Şunu itiraf etmeliyim; Diplomasi kitabını okurken bizlere öğretilen, anlatılan tarihin tek yönlülüğünü/dar açılılığını farkettim. Avrupa’nın en etkili devletlerinin yüzyıllar boyunca birbirleri ile olan pek de “sevgi dolu olmayan” ilişkilerinin boyutlarını okumak, şu anda Avrupa Birliği çatısı altında birleşmeye çalışan bu devletlerle empati kurmamı sağladı. Kitabın son bölümünde Kissinger’ın 21., hatta 22. yüzyılın nasıl ilerleyeceğine yönelik ilgi çekici öngörülerini okumak da heyecan vericiydi. Sözün özü, Diplomasi kitabını bitirdiğimde “bu kitabı okumadan öncesi ve sonrası” şeklinde uluslararası ilişkiler ve G-8 ülkeleri üzerine net bir farkındalık sağladım diyebilirim.

Henry Kissinger’ın diplomasi tarihine damga vuran insanların karakterleri ile bağlantılı performanslarını ele alış şekli ise bütün İK’cıları kıskandırabilir. Sanırım kitabı bu kadar beğenmemin ana nedeni, tarihe mal olmuş onlarca önemli insanı geri bildirim görüşmesi yapıyor kıvamında okuyucusuna sunabilmesidir.
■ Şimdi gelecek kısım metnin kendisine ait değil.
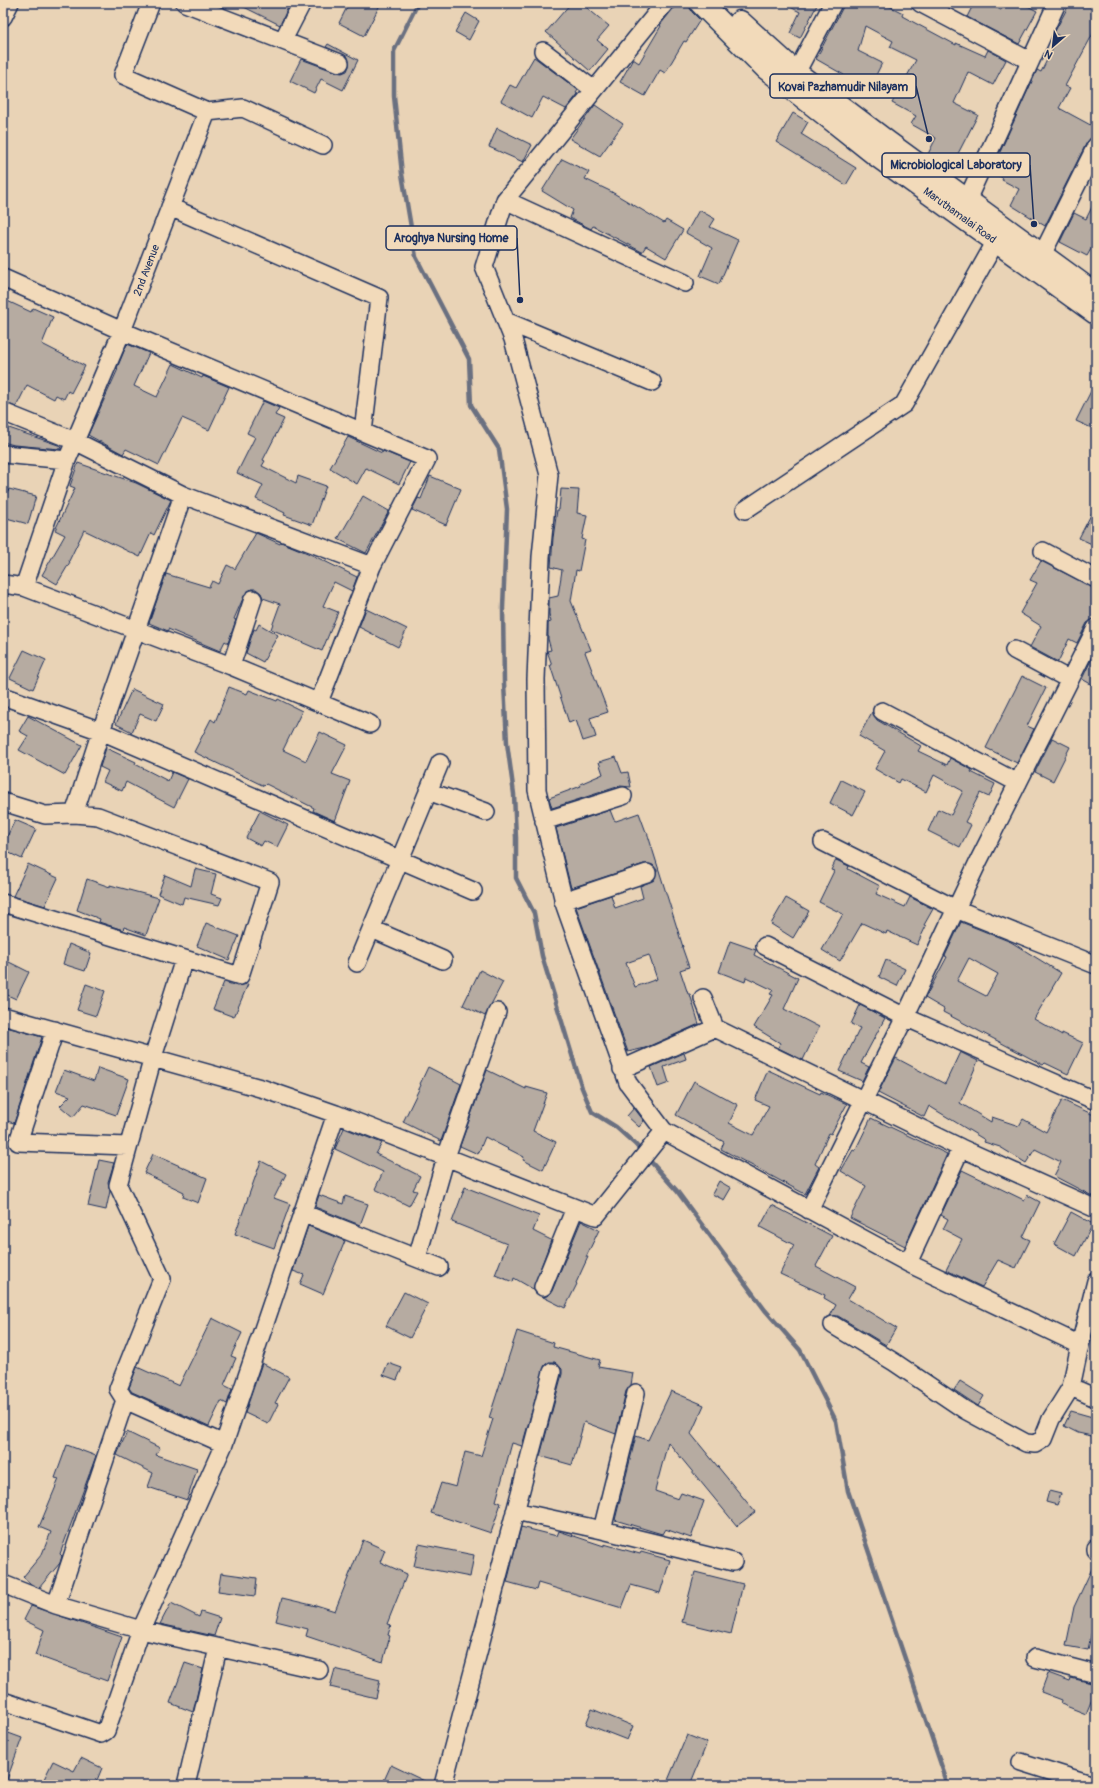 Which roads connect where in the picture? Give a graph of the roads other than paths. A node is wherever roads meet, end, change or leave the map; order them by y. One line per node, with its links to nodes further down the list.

Henry Kissinger’ın Diplomasi eseri okuması ve değerlendirmesi kolay bir kitap değil. Kitapta her bölümü okurken farklı kaynaklardan anlatılanı derinleştirme ihtiyacı duyuyorsunuz. Ama diyorum ki; varsa sizin de verecek dört ayınız, bu kitabı mutlaka okuyun. Algınız, aklınız, fikriniz açılır.